8.1 Housing and place have an important effect on our lives, health and wellbeing. Creating high quality places, whether new or existing, helps tackle inequalities, allowing communities to thrive. Places that are well designed, safe, easy to move around, offer employment and other opportunities and with good connections to wider amenities will help create vibrant sustainable neighbourhoods for people to live, work and play. Quality of place has an important role to play in improving health and wellbeing and reducing health inequalities.

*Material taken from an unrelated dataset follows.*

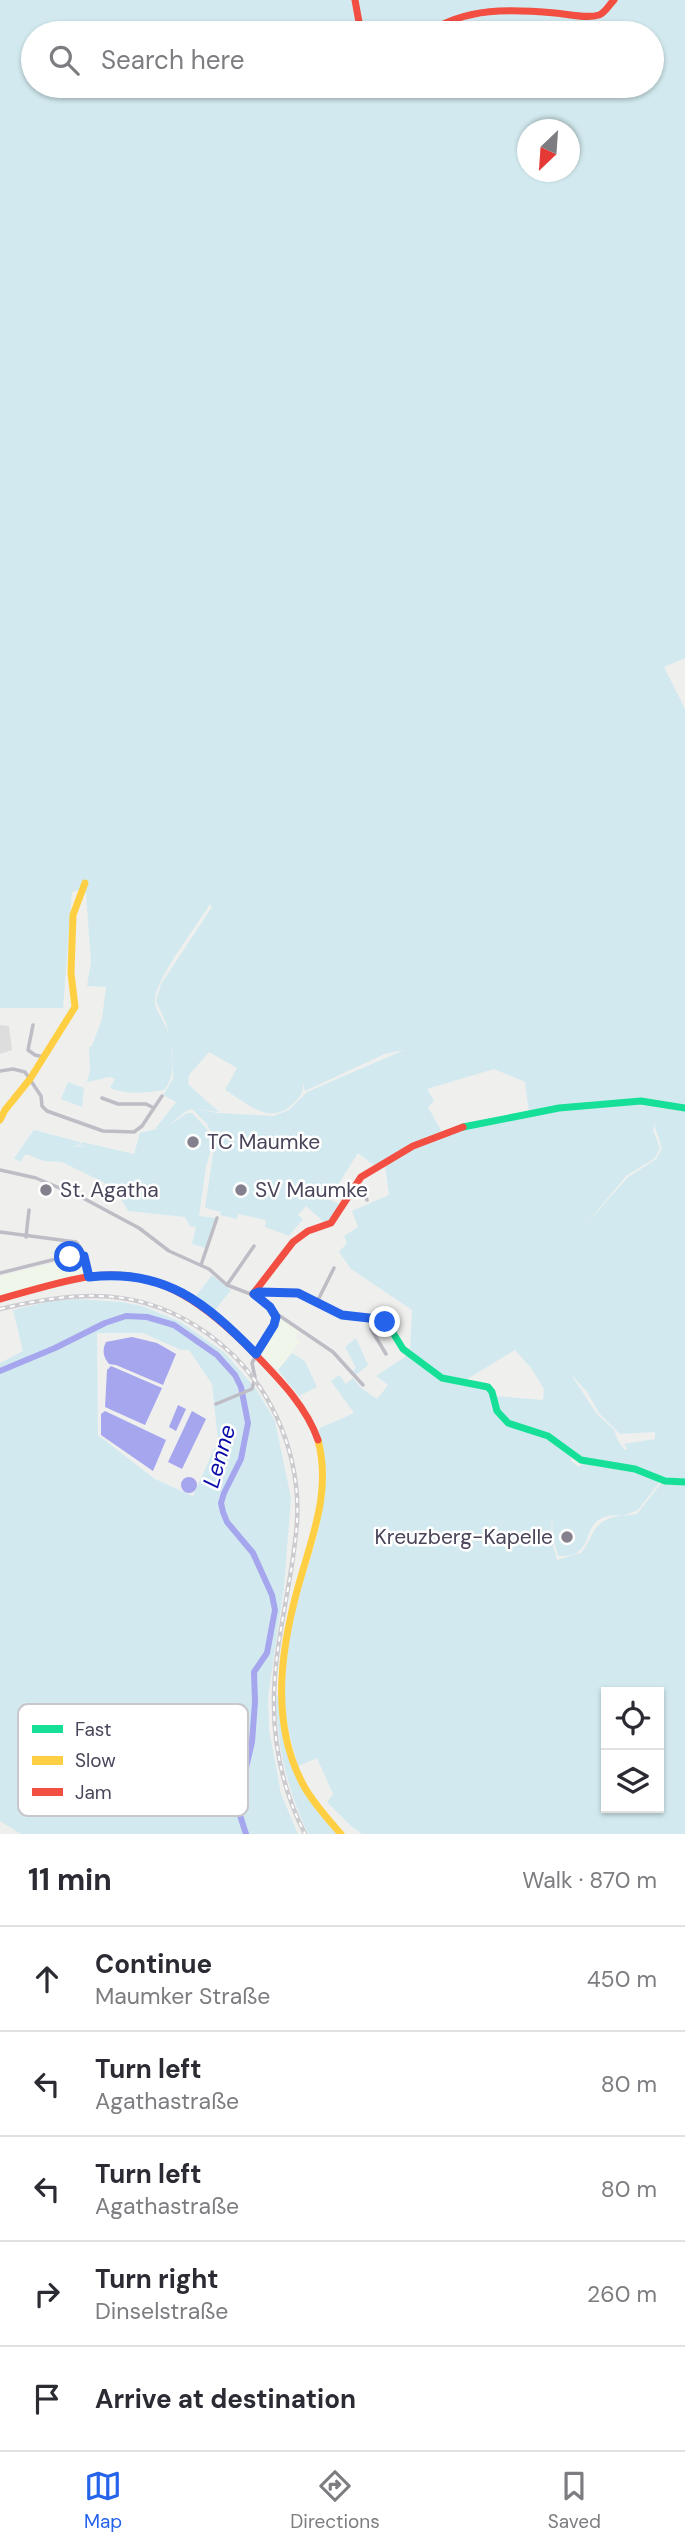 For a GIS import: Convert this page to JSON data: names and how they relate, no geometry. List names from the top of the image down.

8.2 Place-Making is one of the two Principal Policies of Scottish Planning Policy (SPP) and is a creative, collaborative process that includes design, development, renewal or regeneration of our urban or rural built environments. The outcome should be sustainable, well designed places and homes, which meet people’s needs.

8.3 While planning, construction, housing and transport policy all lie outside the remit of the health service, they all materially impact people’s health. Place-making should therefore be considered alongside Public Health Priority “A Scotland where we live in vibrant, healthy and safe places and communities” and which is reflected in Scotland’s National Performance Framework “We live in communities that are inclusive, empowered, resilient and safe”.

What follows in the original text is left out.